Initial events are necessary

Initially of course we have to insert first event(s) into the event queue Q (else the while event loop exits immediately).

New events can only be schedule in the future

The current simulation time increases (weakly) ascending, as it jumps from one event’s simulation timestamp to that of the next in the while loop. As such as a hard constraint, it is impossible to insert events with a simulation-timestamp less than the current simulation time.

Time is discrete: the current simulation time jumps to the next event time

In the above example, there was only something executed at t=100ms, t=304ms, and t=223171ms.
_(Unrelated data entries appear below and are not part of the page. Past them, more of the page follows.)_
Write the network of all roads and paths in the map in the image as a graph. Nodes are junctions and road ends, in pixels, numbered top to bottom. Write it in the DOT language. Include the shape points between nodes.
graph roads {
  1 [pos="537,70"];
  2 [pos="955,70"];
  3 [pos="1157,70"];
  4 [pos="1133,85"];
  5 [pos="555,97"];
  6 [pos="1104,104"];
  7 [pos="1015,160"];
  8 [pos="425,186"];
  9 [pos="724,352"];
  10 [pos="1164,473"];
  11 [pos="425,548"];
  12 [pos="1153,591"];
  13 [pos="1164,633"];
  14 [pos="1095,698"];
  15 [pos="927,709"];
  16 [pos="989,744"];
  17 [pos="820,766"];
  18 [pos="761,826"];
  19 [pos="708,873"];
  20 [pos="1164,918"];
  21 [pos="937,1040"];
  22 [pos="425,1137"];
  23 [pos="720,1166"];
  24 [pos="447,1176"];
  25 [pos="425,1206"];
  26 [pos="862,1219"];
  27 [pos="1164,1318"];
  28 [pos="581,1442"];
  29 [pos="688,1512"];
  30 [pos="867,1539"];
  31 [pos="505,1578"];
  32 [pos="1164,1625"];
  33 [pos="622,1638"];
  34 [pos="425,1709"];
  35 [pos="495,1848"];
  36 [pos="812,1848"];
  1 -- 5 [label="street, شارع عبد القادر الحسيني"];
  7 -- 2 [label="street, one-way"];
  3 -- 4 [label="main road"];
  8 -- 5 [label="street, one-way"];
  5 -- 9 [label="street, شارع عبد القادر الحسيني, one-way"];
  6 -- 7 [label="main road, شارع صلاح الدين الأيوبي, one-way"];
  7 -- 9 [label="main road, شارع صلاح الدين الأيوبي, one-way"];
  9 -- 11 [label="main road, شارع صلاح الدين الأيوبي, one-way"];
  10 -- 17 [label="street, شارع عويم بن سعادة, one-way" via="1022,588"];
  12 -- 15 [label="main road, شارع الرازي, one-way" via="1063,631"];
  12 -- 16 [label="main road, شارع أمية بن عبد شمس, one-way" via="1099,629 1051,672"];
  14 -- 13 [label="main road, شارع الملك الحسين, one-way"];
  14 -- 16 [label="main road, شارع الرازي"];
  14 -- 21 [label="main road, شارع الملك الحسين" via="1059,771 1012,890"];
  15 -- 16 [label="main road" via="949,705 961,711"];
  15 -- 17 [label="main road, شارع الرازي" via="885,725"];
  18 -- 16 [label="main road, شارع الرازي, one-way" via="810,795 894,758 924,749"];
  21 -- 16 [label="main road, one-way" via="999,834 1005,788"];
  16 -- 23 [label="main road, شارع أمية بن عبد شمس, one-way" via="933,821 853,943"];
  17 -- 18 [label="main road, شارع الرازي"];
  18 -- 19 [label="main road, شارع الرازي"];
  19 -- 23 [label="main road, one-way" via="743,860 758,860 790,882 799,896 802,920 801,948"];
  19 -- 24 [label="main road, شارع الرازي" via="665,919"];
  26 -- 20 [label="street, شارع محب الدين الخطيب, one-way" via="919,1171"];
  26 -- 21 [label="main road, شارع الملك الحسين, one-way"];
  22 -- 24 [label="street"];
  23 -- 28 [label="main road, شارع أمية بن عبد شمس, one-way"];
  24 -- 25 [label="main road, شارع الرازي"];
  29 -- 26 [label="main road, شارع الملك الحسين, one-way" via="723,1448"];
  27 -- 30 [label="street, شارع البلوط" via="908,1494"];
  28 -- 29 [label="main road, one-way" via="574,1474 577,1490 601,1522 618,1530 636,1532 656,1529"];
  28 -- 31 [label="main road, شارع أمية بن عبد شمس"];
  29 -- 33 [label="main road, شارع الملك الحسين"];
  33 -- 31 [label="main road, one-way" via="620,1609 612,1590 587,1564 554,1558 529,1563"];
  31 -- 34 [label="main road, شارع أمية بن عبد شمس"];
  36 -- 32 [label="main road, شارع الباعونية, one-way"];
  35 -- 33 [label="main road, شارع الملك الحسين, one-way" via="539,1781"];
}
For instance, at t=50ms nothing was executed, because there was no event scheduled at that time.

Events manipulate state

Events are there to manipulate state. The insertion of new events is to space out when these state manipulations happen (in other words: the modeling of physical time in simulation time). “State” effectively means “variables which exist during the simulation”. Examples for state are: a counter on a node which for how many packets a node has forwarded, or a queue of packets of which each is waiting for the event which dequeues it.

If we want to model something which would take time in the physical system, we determine how much simulation time we want it to last, and then insert an event in the future to handle its completion.

Wallclock time can be much longer than simulation time, or the other way around

The above example simulated 223171ms simulation time. However, in wallclock time executing this will literally have taken less than a 1ms. If the event execution’s computations would have been very difficult (let’s say matrix factorization of a billion x billion matrix) it could have also been the other way around.

We decide what part of the physical system to model in the simulation

The duration of executing an event in wallclock time can be arbitrarily long, yet no simulation time will pass. For example, instead of having simple pre-calculated constant travel time values, we could also do a very complicated calculation based on many other variables (traffic, type of car, whatever the physical system is).

Moreover, we can even model the time it takes to decide something. For example, we could model that looking up what the next hop is takes 50ms in simulation time. To accomplish this e.g., we can add an extra method def forward_lookup_done(self, message, next_hop, travel_duration) and instead schedule that in the receive and have the extra method schedule the receive at the next hop.

Wallclock time ≠ physical time

The wallclock time is the time it takes to simulate on the computer we are running the simulation on. Generally, this is NOT the physical system we are modeling, and even if it is, the timings can be significantly off as it is only a model. Moreover, there can other external influences that affect physical time (e.g., other applications running on the computer).

Using wallclock time to determine simulation time is arguably bad modeling and results in unreproducible experiments and platform dependency. A better solution would be to benchmark the target physical system separately, and create models that in turn can be used in the simulation.

References

Fujimoto2000(1,2,3,4,5,6)

Fujimoto, Richard M. Parallel and distributed simulation systems. Vol. 300. New York: Wiley, 2000.